### Records

################

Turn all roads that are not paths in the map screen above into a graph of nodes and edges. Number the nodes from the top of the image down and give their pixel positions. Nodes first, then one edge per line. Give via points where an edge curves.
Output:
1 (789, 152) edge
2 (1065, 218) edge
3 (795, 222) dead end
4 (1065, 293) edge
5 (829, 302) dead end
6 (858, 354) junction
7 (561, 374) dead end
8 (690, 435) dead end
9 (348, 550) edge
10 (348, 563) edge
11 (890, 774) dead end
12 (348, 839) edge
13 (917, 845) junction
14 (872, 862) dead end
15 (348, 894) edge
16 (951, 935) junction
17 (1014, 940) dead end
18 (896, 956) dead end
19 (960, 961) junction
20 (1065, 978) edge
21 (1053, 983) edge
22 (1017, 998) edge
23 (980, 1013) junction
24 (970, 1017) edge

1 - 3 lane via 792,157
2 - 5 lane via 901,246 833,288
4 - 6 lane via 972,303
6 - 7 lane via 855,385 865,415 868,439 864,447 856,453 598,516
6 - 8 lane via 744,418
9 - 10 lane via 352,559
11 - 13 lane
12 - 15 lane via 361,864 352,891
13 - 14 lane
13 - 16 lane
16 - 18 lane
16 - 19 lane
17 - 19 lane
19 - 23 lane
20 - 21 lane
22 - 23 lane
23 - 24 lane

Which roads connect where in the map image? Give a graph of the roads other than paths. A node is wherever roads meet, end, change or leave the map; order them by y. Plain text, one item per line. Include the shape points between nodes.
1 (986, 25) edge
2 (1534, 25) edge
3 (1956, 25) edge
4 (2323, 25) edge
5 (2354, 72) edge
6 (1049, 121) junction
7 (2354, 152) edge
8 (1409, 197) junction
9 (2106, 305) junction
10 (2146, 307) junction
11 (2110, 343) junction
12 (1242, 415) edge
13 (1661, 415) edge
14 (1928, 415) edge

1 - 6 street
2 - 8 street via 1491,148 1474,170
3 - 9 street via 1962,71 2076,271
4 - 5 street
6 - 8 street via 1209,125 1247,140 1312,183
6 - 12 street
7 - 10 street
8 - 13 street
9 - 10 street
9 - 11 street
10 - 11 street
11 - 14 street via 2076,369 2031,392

################

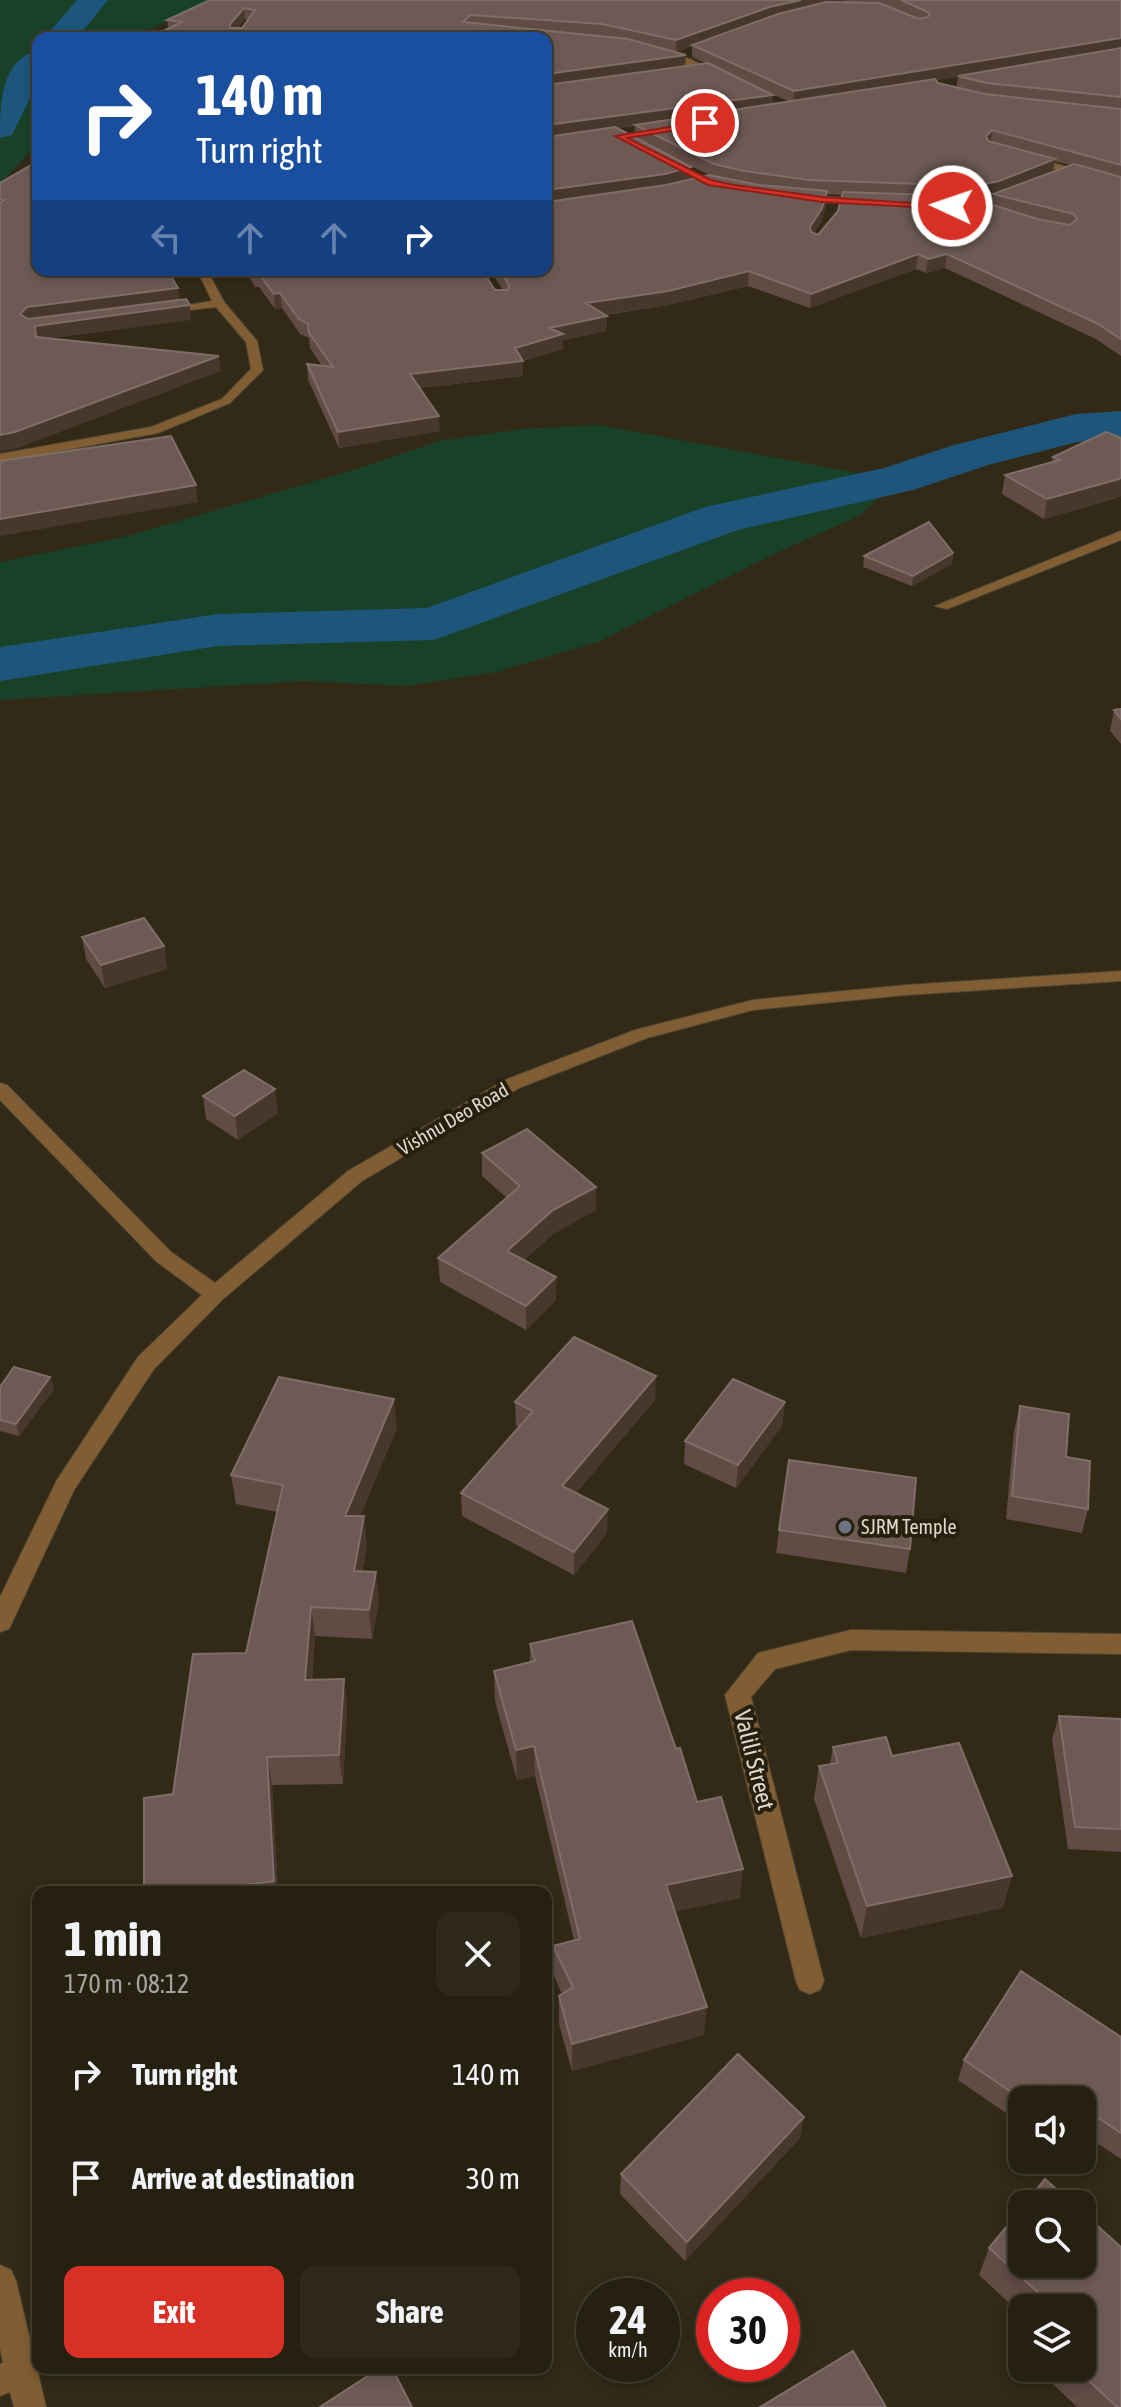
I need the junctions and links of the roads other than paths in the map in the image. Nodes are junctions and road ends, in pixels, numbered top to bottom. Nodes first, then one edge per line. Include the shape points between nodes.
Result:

################

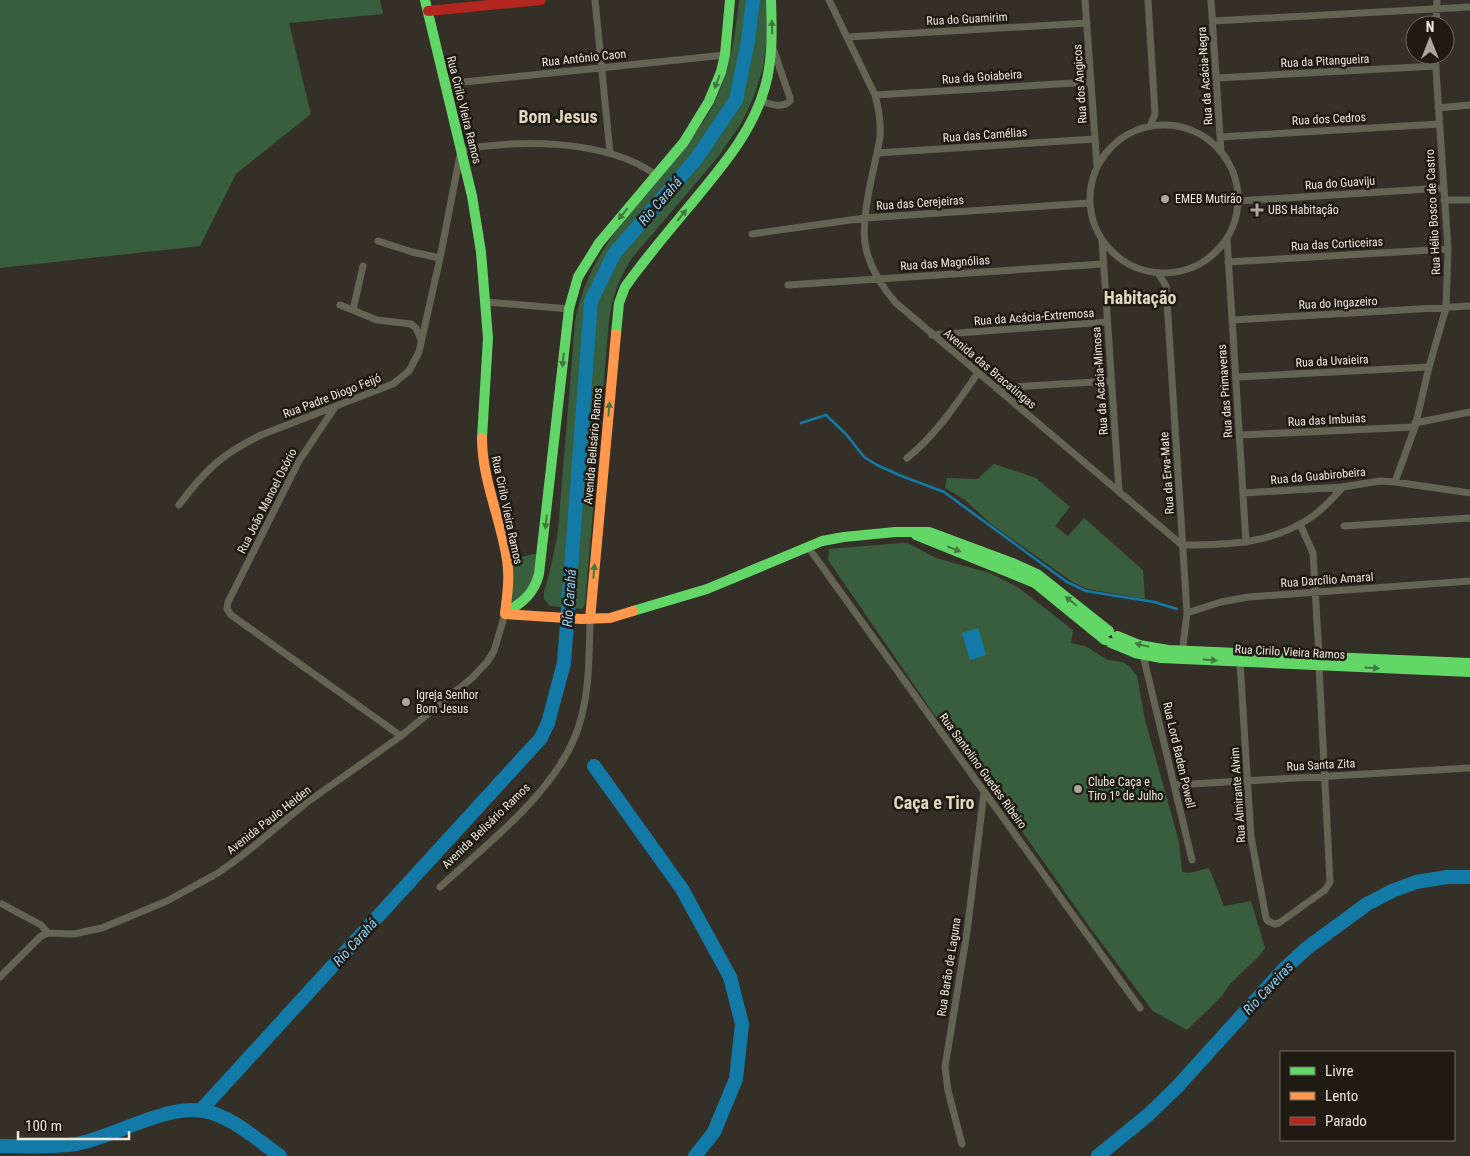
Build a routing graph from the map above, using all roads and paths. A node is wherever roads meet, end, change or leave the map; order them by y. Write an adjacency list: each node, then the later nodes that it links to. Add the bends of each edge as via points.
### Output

################

### Required action
Search the listing for the word "first" and return each line that holds it.

### Task output
Turn all roads that are not paths in the map screen above into a graph of nodes and edges. Number the nodes from the top of the image down and give their pixel positions. Nodes first, then one edge per line. Give via points where an edge curves.
I need the junctions and links of the roads other than paths in the map in the image. Nodes are junctions and road ends, in pixels, numbered top to bottom. Nodes first, then one edge per line. Include the shape points between nodes.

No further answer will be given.